Thursday, June 21, 2018

Don't hire a DevOps coach - hire a DevOps change agent

Each day I get between three and five unsolicited emails from staffing firms who have spotted that I have "DevOps" in my LinkedIn profile or Dice/Indeed/etc. resume, and who are trying to fill a "DevOps coach" position.

But when I ask a few questions, I realize that they are really trying to fine a team coach, and really they just want what I would call a "tool jockey". There are lots of people who have learned some of the tools that are associated with DevOps today - AWS EC2 and S3 or maybe Azure or GCE, Chef or Puppet, Docker, maybe Lambda, and know a scripting language or two.

That's not a DevOps coach.

A coach is an expert. It is not someone who is new to this stuff, and it is someone who has used a range of tools, so that they are more than a one trick pony. They have also been around since before DevOps - long before - so that they have perspective and remember why DevOps came about. Otherwise, they don't really understand the problem that DevOps is trying to solve.
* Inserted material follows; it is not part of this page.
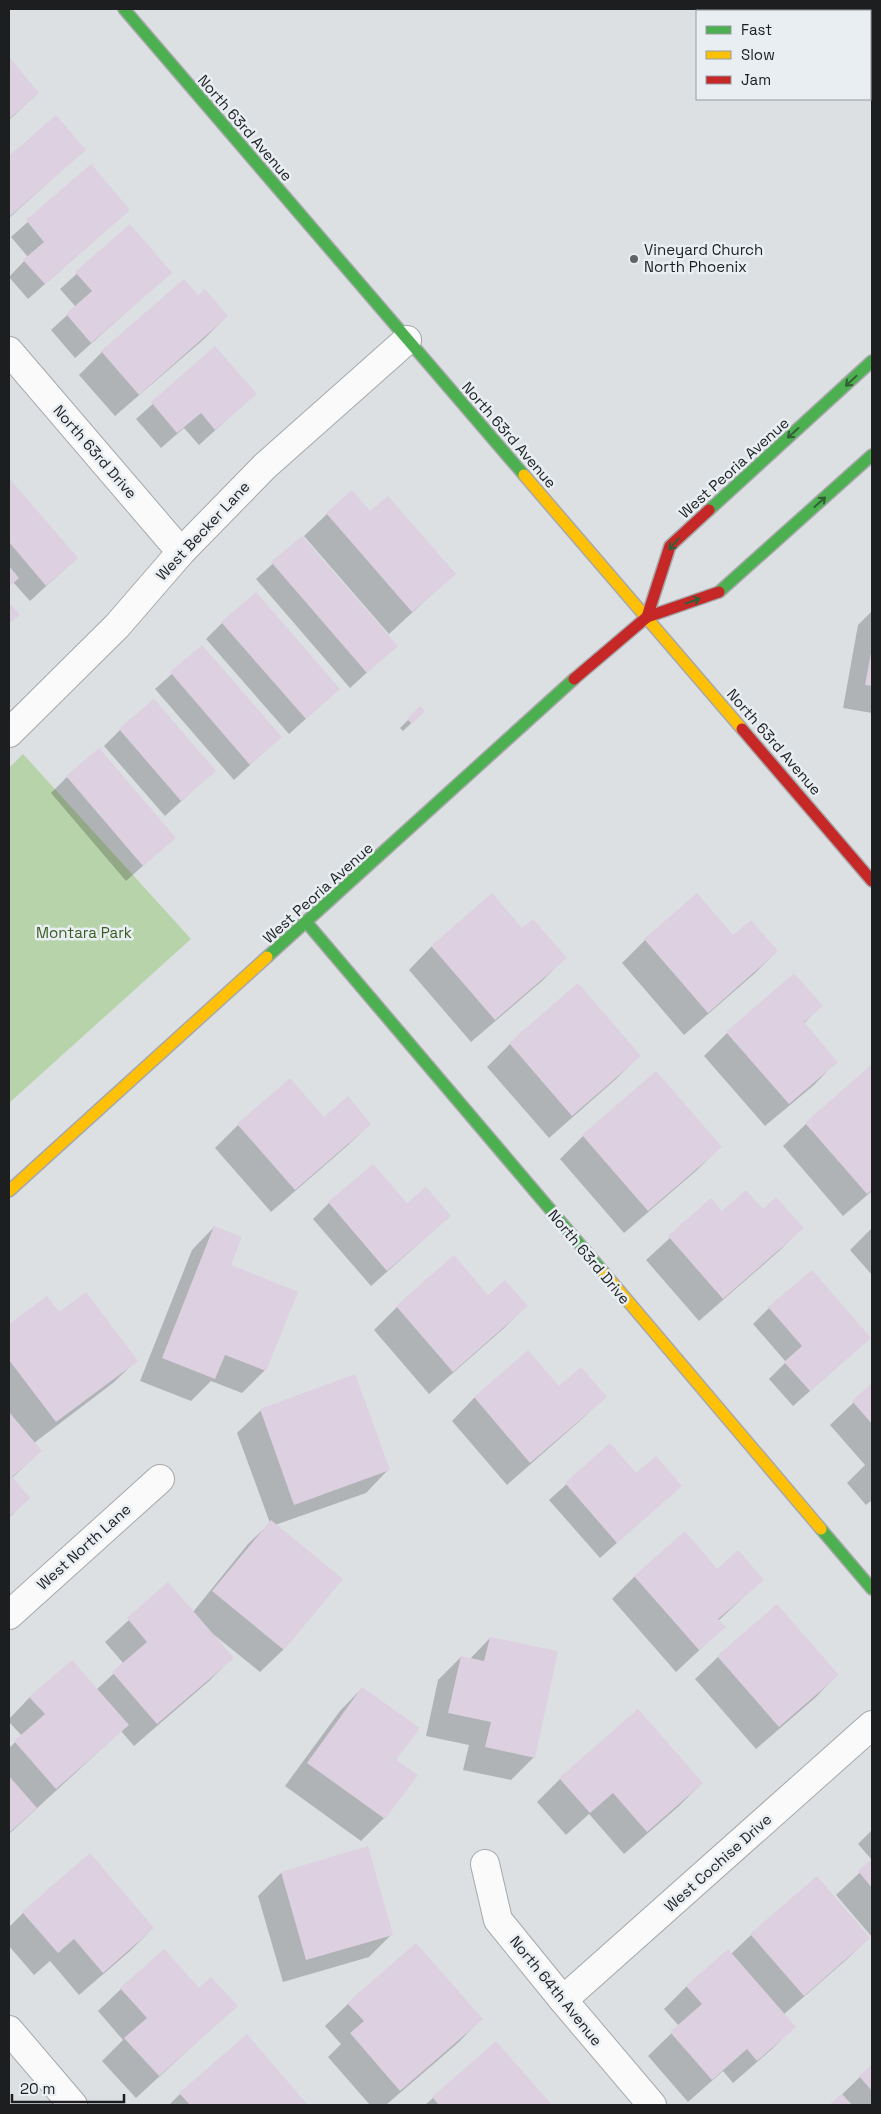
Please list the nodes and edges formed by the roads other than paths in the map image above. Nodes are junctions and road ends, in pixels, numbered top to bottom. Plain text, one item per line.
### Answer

In a shift to continuous delivery and other DevOps practices, it is absolutely essential to have an experienced person guiding it. There are too many ways to get into serious trouble. I have seen things completely collapse from the weight of bad decisions, in the form of unmaintainable and brittle automation.

If you need tool engineers, hire them. But don't call them DevOps coaches. Get a real DevOps coach.

A very important reality is this: Very smart people just out of college who know the latest tools can rapidly create a mountain of unmaintainable code and "paint you into a corner" so that there is no way out.

The choices that are made are very important. Should we use a cloud framework? Should we eliminate our middle tier? Should we use Ruby, Java, or Javascript for out back end? Should we have a DevOps team? Should we have a QA function? How should Security work with our teams? Should teams manage their own environments and deployments? Should they support their own apps? Should we have project managers? - it goes on and on.

A tool jockey will not know where to even start with these questions. An experienced DevOps coach will.